Here are some helpful tips for teaching the proper use of 911:
(1) Always teach your child the number is 9-1-1, not 9-11. You and I know there is not an "eleven" button on the phone, but young children do not and may waste valuable time trying to find the "eleven" button. Teach your child how to dial the phone using a play telephone or an unplugged or non-working phone. Do NOT actually call 911 while teaching your child. Pretend to be the dispatcher and ask what the emergency is and where. Coach your child on how to talk clearly and give the information necessary to help the dispatcher.
(2) The right time to call 911: Role-play different scenarios with your child, such as, "What would you do if the house was on fire?" or "What would you do if someone was very badly hurt or unconscious?" Talk about different types of emergencies and how to respond to them.
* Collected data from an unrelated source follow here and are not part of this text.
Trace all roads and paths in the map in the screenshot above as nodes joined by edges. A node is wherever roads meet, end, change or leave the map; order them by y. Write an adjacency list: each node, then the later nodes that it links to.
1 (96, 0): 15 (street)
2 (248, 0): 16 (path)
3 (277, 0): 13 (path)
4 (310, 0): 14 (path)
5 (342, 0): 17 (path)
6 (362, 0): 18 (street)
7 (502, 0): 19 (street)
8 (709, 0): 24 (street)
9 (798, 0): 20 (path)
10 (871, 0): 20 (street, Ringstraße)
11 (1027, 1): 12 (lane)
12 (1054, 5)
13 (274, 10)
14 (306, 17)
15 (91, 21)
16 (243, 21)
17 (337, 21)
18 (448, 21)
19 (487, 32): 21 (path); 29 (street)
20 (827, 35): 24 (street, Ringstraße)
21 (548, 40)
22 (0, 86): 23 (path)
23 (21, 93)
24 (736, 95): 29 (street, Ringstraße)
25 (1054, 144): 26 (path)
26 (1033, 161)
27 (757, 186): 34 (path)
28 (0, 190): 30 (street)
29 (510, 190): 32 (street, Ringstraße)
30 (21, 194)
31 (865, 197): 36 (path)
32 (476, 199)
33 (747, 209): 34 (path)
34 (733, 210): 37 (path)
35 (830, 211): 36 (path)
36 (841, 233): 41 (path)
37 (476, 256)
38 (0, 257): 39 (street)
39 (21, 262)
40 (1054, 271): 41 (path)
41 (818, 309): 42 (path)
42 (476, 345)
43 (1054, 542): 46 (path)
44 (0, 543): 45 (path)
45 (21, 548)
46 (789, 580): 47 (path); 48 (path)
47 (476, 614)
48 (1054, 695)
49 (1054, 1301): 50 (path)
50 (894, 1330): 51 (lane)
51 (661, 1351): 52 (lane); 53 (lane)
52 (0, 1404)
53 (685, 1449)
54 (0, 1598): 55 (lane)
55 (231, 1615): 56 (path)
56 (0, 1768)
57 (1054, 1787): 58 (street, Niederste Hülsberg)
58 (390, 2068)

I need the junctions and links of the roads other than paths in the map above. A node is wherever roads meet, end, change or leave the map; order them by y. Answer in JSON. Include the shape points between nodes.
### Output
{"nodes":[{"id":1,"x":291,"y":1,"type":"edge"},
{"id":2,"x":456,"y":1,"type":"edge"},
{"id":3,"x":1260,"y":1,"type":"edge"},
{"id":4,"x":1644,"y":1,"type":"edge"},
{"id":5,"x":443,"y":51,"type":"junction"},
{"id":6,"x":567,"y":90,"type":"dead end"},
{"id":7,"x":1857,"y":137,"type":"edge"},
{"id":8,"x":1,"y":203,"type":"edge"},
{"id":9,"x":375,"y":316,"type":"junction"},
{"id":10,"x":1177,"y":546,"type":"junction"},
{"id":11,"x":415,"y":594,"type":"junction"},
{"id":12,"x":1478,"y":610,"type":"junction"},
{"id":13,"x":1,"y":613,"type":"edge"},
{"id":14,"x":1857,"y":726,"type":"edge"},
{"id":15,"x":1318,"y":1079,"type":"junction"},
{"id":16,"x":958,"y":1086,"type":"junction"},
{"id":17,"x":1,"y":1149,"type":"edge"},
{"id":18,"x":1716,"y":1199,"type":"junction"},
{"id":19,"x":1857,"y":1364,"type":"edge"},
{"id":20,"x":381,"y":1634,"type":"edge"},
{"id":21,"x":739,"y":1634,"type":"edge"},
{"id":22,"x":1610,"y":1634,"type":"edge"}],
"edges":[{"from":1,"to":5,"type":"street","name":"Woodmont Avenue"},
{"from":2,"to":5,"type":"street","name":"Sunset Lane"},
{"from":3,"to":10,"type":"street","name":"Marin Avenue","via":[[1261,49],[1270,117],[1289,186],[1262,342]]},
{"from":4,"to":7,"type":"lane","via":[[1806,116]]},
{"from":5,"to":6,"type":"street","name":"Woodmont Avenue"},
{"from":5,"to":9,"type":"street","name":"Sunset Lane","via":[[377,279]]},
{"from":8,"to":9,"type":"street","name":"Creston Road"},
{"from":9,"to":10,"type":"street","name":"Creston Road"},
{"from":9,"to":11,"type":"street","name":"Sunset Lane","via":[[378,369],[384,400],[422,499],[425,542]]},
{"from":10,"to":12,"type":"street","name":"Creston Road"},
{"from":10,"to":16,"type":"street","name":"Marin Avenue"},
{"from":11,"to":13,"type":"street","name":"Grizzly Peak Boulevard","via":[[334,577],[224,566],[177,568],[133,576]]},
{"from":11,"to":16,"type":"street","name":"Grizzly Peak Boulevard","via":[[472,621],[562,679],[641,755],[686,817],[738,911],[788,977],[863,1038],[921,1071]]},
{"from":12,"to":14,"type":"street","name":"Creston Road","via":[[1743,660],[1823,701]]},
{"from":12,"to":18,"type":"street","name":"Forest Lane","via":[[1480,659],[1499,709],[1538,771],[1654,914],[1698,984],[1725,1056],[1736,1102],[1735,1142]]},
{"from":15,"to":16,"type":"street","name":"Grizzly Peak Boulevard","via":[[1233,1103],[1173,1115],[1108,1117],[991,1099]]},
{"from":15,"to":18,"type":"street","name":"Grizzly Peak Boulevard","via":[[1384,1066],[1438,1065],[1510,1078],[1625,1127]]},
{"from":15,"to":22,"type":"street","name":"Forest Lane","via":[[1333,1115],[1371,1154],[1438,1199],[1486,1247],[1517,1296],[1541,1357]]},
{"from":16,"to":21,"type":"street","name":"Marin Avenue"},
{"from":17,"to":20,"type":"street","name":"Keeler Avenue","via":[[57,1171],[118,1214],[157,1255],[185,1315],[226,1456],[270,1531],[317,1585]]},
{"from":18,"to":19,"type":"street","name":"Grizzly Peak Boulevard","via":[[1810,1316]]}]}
It is also critical to teach kids never to call 911 as a joke or prank, and not to call for non-emergencies, as this can cause emergency responders to waste time that is needed for true emergencies elsewhere. In most cities, calling 911 as a joke is considered a crime and legal action may be taken. If you accidently dial 911, stay on the line and tell the operator that it was a accident. Do not hang up before telling the operator that it was a misdial, otherwise responders may be sent because they will assume there is an emergency. For non-emergency calls to the police or other authorities, post the non-emergency numbers near the phone.
(3) Call from a safe location: If the house is on fire, make sure your child understands that they need to go to a pre-determined meeting place or to a neighbor's house before calling 911.
(4) Stay calm: It is easy to panic in an emergency. By practicing and discussing different types of emergencies, your child will be better prepared to stay calm and be able to talk to the dispatcher. Explain to your child that it is important to stay as calm as possible so they can give information to the 911 dispatcher and follow the dispatcher's instructions.
(5) Give your name, address (or location if the emergency is not at home), and state the nature of the emergency: Kids need to know their name, address, and tell the dispatcher what is wrong so the dispatcher can determine which responders need to be sent. It is also a good idea to have your address posted near the phone, along with 911 and other emergency numbers.
(6) Do not hang up until the dispatcher tell you it is okay to hang up: Dispatchers are trained to stay on the line with callers, especially kids, to make sure the emergency responders arrive at the appropriate location and in case any thing changes with the situation that needs to be communicated to the responders.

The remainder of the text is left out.